Ovviamente ce ne sono altre, più imbarazzanti o meno imbarazzanti, ma al momento non mi va di condividerle. Lo sputtanamento virtuale deve essere graduale, altrimenti che gusto c'è?!

domenica 18 novembre 2012

Titoli a caso per pagine a caso

Io non sono brava a scrivere. Non l'ho mai fatto.
Cioè, sì l'ho fatto, in gioventù ho scritto storielle che avevano per protagonista una rana, ho iniziato "romanzi" adolescenziali che iniziavano con un lungo, smielatissimo flashback.

Ma non ho mai avuto un blog, o un diario, se non da piccola, quando ero convinta che io ed Emma Watson fossimo state separate alla nascita. C'è da dire che me la credevo un bel po' all'epoca.

Beh, adesso sono qua. Chissà se scriverò mai un altro post, o se abbandonerò questa pagina a se stessa.
"Tomato soup". Con un titolo del genere, chissà che caspio voglio fare.

Perchè questo titolo? Beh, sapete, io adoro Andy Warhol, la sua è una forma d'arte così personale ed estrosa che non ho potuto non dedicargli il mio blog...

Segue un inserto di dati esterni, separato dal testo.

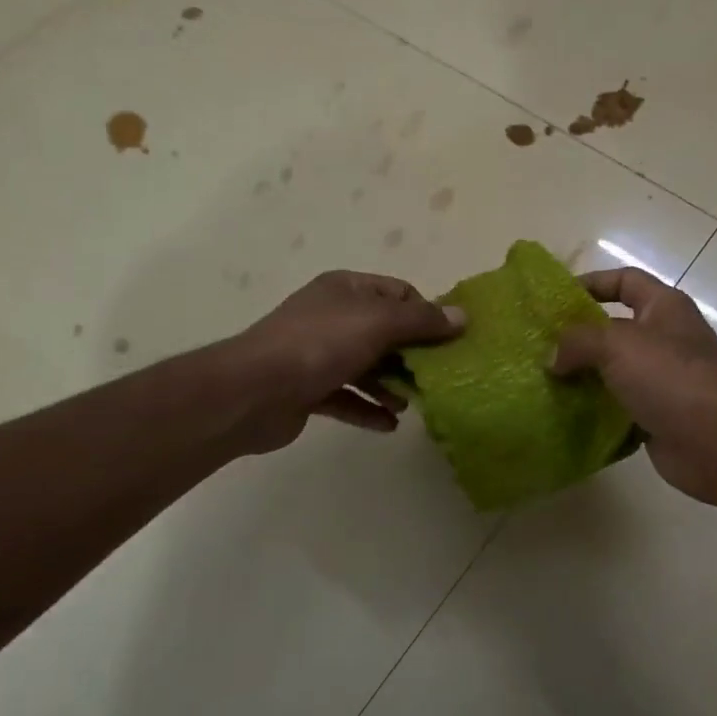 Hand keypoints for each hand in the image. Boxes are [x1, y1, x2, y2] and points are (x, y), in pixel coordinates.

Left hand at [225, 271, 464, 454]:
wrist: (253, 390)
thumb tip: (462, 316)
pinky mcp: (308, 389)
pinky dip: (368, 409)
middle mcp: (332, 316)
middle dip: (412, 355)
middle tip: (436, 377)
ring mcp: (318, 354)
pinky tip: (389, 425)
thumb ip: (422, 321)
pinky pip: (347, 397)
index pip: (398, 293)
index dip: (425, 314)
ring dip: (391, 385)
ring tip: (411, 404)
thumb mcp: (379, 323)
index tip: (448, 341)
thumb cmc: (321, 344)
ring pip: (366, 367)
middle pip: (385, 332)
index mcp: (347, 290)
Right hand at [551, 268, 716, 504]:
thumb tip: (552, 357)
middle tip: (539, 345)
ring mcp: (661, 377)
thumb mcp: (617, 345)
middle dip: (577, 335)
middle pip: (613, 327)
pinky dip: (594, 406)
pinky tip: (563, 411)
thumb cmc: (671, 378)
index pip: (624, 280)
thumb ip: (577, 341)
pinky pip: (617, 403)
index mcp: (664, 307)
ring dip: (581, 374)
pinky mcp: (655, 412)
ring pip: (612, 368)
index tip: (556, 299)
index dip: (591, 283)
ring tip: (543, 379)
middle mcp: (664, 337)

Puttanate. Per quanto apprezzi la pop art, i miei respiri diventano sospiri soltanto di fronte alla pittura olandese o agli impressionisti. Semplicemente, blogger.com mi ha messa in ansia dicendo che dovevo trovare un titolo e un indirizzo per il mio blog, e mentre i miei pensieri si rincorrevano lo sguardo mi è caduto su una riproduzione di un quadro della Warhol Collection. Presente? Il barattolo di pomodoro condensato Campbell's. Ecco spiegato il titolo.
Non è adorabile?! Dai, ditelo: pure voi, con un'opera del genere vicino, avreste dato questo titolo al vostro blog, o al vostro cane, o alla vostra capra.
...e va bene, non ditelo. Però sappiate che siete molto poco originali. Io sono originale.
Nel senso che mi impegno a non scrivere fandonie in questo mondo solo perchè potrei essere chiunque. Sarò me. Quando e se avrò tempo, e voglia. Parlerò di quello che mi capita, di quello che cattura la mia attenzione, di quello che mi colpisce nel bene e nel male. Scriverò recensioni, criticherò film, osannerò artisti e musicisti. Userò parole altisonanti per fare colpo su di voi, e parole complicate per infastidirvi.


Insomma farò quel che diamine mi pare.